A contingent of Yale faculty and staff members traveled to Seoul to participate in the 7th annual Yale-Ewha Conference that took place in late May. The yearly tradition gathers faculty from both institutions to present research related to each year’s theme and discuss their findings. This year’s theme was titled “Connected Things In and Beyond Asia: Mixing Things Up for New Eco-Techne.”
The conference, sponsored by the Ewha Institute for the Humanities and Yale’s Council on East Asian Studies, was among Yale’s first engagements with a Korean university and began with an inaugural collaboration in 2014 led by Yale alumnus and Ewha Law professor, Eunice Kim (BA ‘82; JD ‘86), and Yale professor emeritus of East Asian languages and literatures, John Treat (MA ‘79; PhD ‘82). The conference is held alternatly at each of the two institutions’ campuses, with this year’s conference marking the first returning to in-person since the beginning of the pandemic.
Hwansoo Kim, the chair of Yale’s Council on East Asian Studies, delivered the opening remarks and touched on the significance of this collaboration between Yale and Ewha Womans University saying, “the academic partnership between these two institutions has been the most enduring and successful among all the programs initiated by Yale. This achievement can be attributed to the passion and dedication of the faculties from both universities, who ensure the incorporation of creative themes in each conference, as exemplified in this year’s event.”
The faculty lecture presentations were divided into three sessions, each one highlighting a different focus of the larger theme. In the first session, titled “Added Layers and Hues,” Denise Leidy, the Ruth and Bruce Dayton Curator of Asian Art at the Yale University Art Gallery, presented a lecture on clay and glass in East and West Asia.

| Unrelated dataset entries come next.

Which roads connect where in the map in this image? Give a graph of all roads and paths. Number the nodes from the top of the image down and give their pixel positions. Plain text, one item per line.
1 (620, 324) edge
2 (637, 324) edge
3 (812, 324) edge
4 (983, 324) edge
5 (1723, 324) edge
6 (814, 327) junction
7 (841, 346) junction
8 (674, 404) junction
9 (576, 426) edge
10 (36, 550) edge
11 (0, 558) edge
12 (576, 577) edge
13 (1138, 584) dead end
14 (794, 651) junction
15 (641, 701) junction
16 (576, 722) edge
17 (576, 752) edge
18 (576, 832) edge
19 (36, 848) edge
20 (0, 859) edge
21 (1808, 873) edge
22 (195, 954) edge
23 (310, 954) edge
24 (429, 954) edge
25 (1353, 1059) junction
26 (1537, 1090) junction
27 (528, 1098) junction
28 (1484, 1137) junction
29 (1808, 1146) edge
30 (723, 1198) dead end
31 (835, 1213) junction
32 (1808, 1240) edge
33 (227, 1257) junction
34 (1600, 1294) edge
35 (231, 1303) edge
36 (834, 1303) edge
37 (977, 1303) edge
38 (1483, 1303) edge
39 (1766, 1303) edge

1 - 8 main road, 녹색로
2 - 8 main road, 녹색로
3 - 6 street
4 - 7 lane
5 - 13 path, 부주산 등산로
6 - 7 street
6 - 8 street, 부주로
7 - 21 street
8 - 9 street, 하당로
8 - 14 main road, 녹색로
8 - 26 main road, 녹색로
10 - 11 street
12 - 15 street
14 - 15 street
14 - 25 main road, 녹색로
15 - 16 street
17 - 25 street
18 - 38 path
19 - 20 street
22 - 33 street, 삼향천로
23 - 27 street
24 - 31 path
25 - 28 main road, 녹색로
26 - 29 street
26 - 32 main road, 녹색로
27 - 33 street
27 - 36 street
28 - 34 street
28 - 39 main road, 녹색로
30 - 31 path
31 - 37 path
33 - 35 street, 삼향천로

In the following session, themed “Shifting and Reshaping Boundaries,” professor of anthropology and Southeast Asia studies, Erik Harms, presented his talk, “Shadows of Saigon: How to be cool in a hot city.” Following Harms, postdoctoral associate in the Department of History, Eilin Rafael- Perez, shared his research in a lecture titled, “Envisaging Koreas: Historicizing Projections of Progress Across Cold War Divides.”